Una varietà di note che è come un flusso continuo di stupore, contemplazione e vita.  Questa è la musica che si lascia svelare e che svela il nostro profondo smarrito nella disattenzione cronica di un quotidiano frenetico ed esausto che avvolge esistenze e imitazioni di umanità.

Questa è la musica liquida di Chiara Rosso, talento puro e prezioso fuoriuscito dalle pendici del Monviso e questa è la linfa di un bel disco, vivo, che non lesina spunti e soluzioni che fanno vibrare quell’intuizione originaria come fresca ed attuale.



Cantautorato jazz? Pop maturo e raffinato? Songrwiting evoluto benedetto da una voce dalle grandi qualità tecniche e improvvisative? Difficile se non impossibile inquadrare e restringere la scelta artistica della Rosso ad uno piuttosto che all’altro di questi aspetti.  Come nei casi migliori della musica che fa il suo mestiere senza lasciarsi incasellare in schemi o cliché, ciascuna di queste inflessioni può essere colta senza poterne limitare l’espansione.  Una forza misteriosa vive e si impone sotto un tessuto di note, arrangiamenti e intuizioni al calor bianco.



Disco d’autore certo, e nel senso migliore del termine.  Libertà, creatività, tecnica, ferri del mestiere strappati all’estemporaneità caotica e inseriti in un contesto armonico e coerente che dà senso e direzione a quelle intuizioni.  Intorno alla protagonista una band di ottimo livello che piuttosto che farsi ingolosire da ambizioni di jam, suggerisce, riveste e sottolinea la forza nuda e intima delle canzoni e delle strutture vocali allestite dalla protagonista.

Fascino morbido e fanciullesco, voce allevata alla scuderia di nobili padri e madri di generi e controgeneri del jazz, la Rosso mette in fila una serie di canzoni di livello buono, ottimo con tre o quattro picchi d’intensità fuori dal facile senso comune della cosiddetta musica che funziona.



Divenire è l’inizio, una nuova partenza, il sentore di continuità con un passato che lascia segni buoni di sé.  Pop raffinato, tendenze world-soul delle ultime decadi, uso non comune di semitoni sparsi.  Qui come in altri episodi l’incipit è fornito da un design pianistico che evoca un movimento di gocce d’acqua.   E poi Parigi, dolce quadretto di cabaret-chantant che imbarca con disinvoltura riflessi di tradizione e di arte di strada.  Situazioni che si ripetono e si definiscono più avanti nel lavoro in episodi come la quasi title-track Acqua o nella forza ammiccante ed estroversa di Leggera.  E ancora piccole perle che sviscerano, con perizia e solidità di riferimenti, mischiamenti furtivi tra jazz, pop e lascito della grande musica melodica americana.  Significative in questo senso la morbida Rain e soprattutto Niente stelle, sfondo notturno e sinuoso, tiro melodico memorabile per una canzone dalle atmosfere serrate e dai fugaci accenti rock.

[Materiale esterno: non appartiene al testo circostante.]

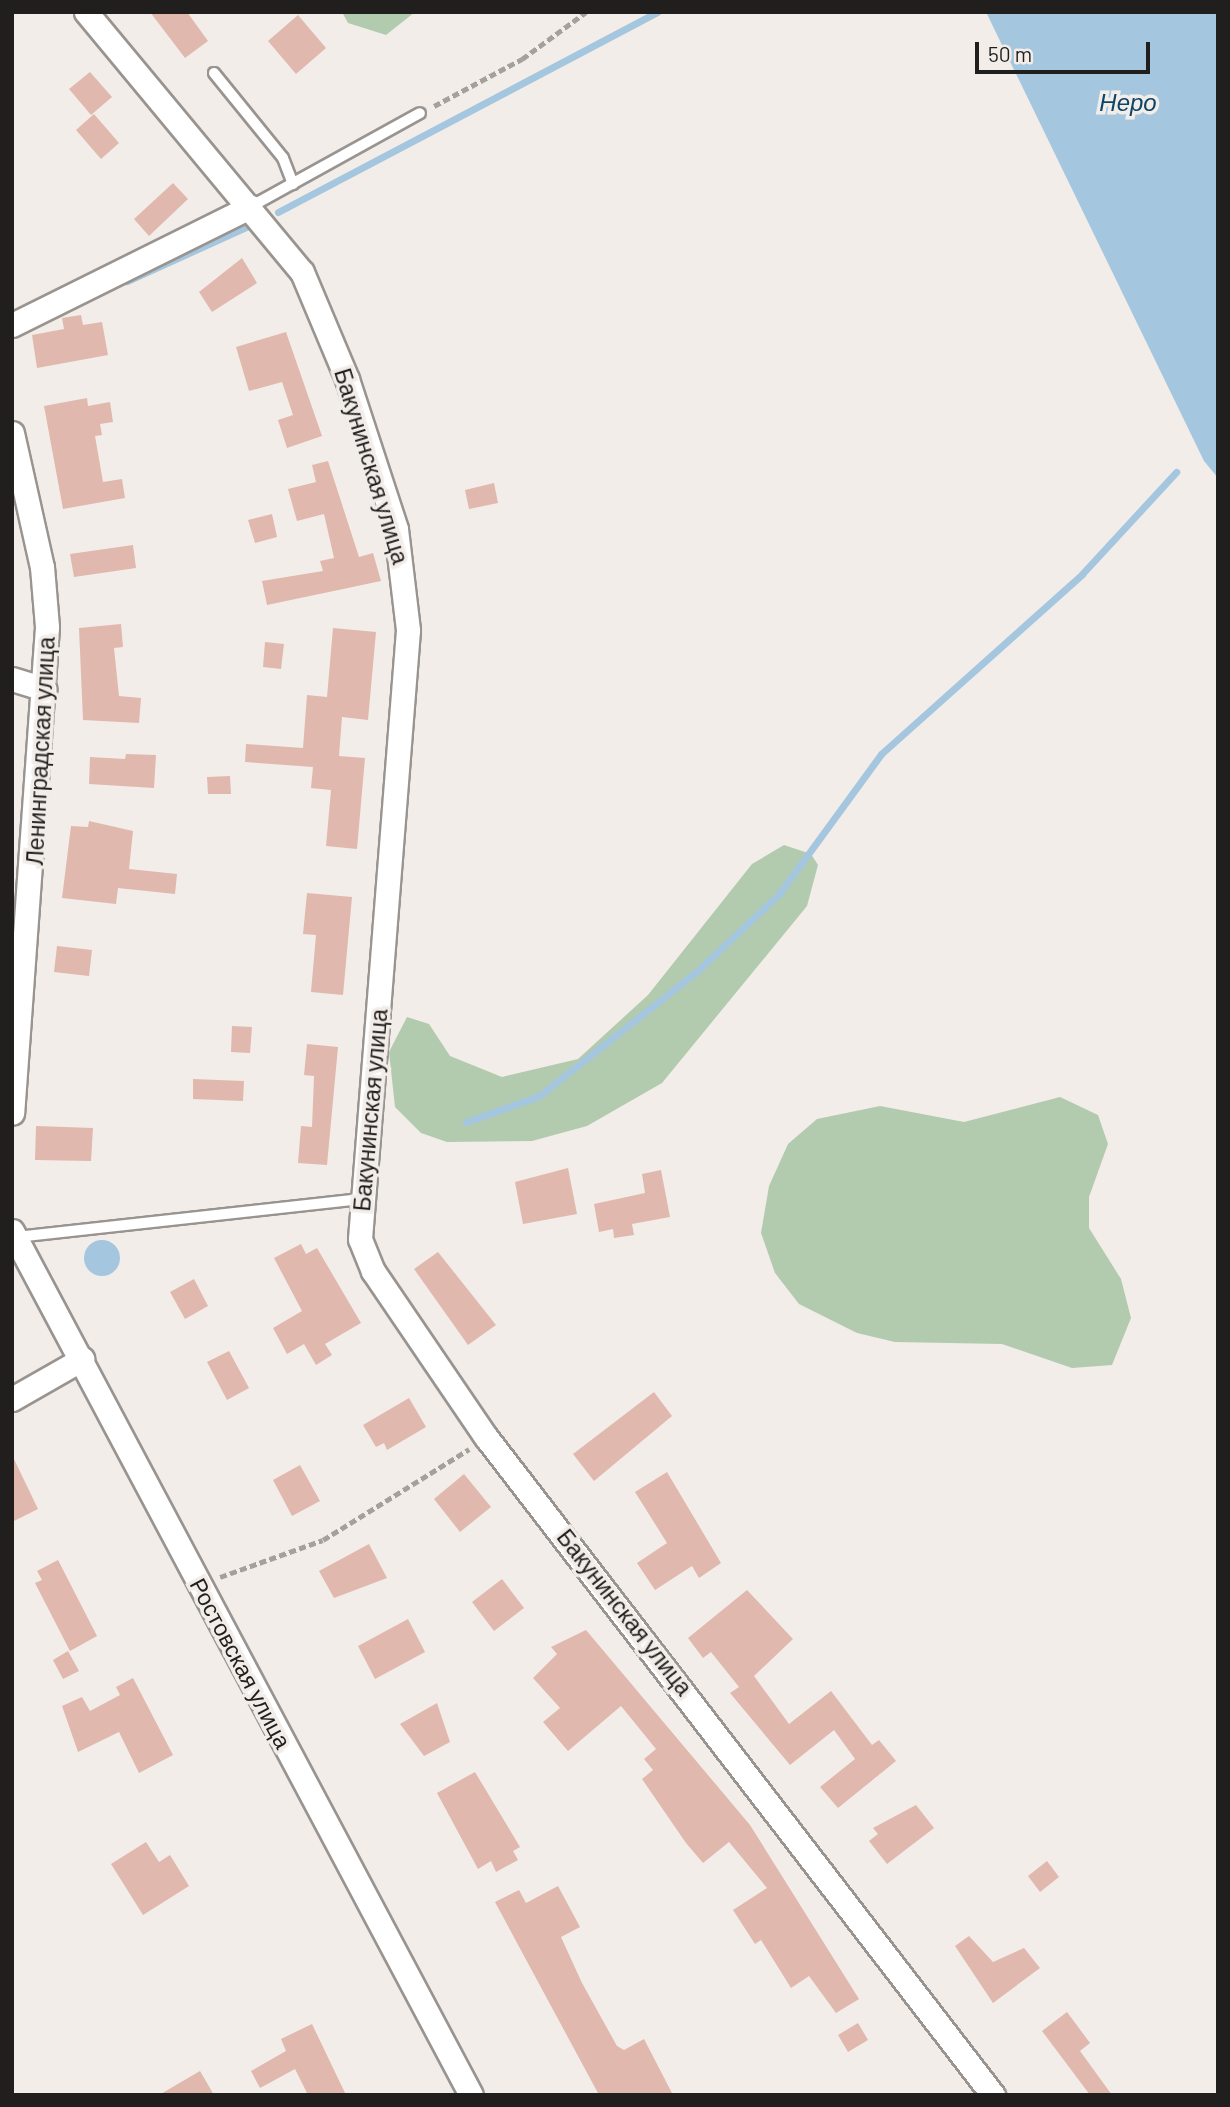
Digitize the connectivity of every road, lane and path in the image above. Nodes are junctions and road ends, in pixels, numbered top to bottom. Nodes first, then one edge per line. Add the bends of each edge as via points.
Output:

Pastiche d’autore, fantasie musical ed echi cameristici vanno a comporre un collage che sa sorprendere per avvicendamento continuo di punti di riferimento spingendosi a tratti dove ha osato la Spalding dell’ambizioso “Chamber Music Society”.  E’ il caso del finale di In una sera/Sogno.  Qui il pianismo nobile dell’alter ego musicale Enzo Fornione introduce un intenso commiato dove la vocalità ammaliante della Rosso si alterna al risoluto forcing di sax soprano dell’eclettico Franco Olivero.

In definitiva una varietà stimolante che concede un surplus di respiro al disco.  Da Dindalan, ninna nanna multiarmonica e onirica che ne mette a fuoco ed esalta il volto contaminato tra suggestioni sciamaniche, escursioni di ottave e nenia popolare, alle movenze suadenti ricche di feeling e memorie nostalgiche dell’irresistibile bossanova Adone

E così fino alla fase più genuinamente jazz del lavoro che ben introdotta da Salto nel vuoto, viene esaltata dalla smagliante sortita in duo di Deviazioni improvvise vero e proprio pezzo di bravura dove il continuo assist pianistico di Fornione e l’inesauribile slalom vocale della nostra riempiono tutto lo spazio consentito e non, evocando – da soli – la potenza e la ricchezza di un tour de force orchestrale.  

Questa è l’acqua di Chiara Rosso, acqua come incontenibile espansione, dinamismo, indicibile desiderio di vita e di senso.  Non quella di seminari, conferenze o feudi culturali, ma quella del sobrio ed umile uso quotidiano, da quella che conforta e ritempra a quella che fa crescere germi d’affezione, da quella che si muove e continua a rigenerare i luoghi cari di ciascuno a quella che sostiene – tra arnesi e tenacia – il nostro nutrimento nella trasparente semplicità dei locali di vita quotidiana.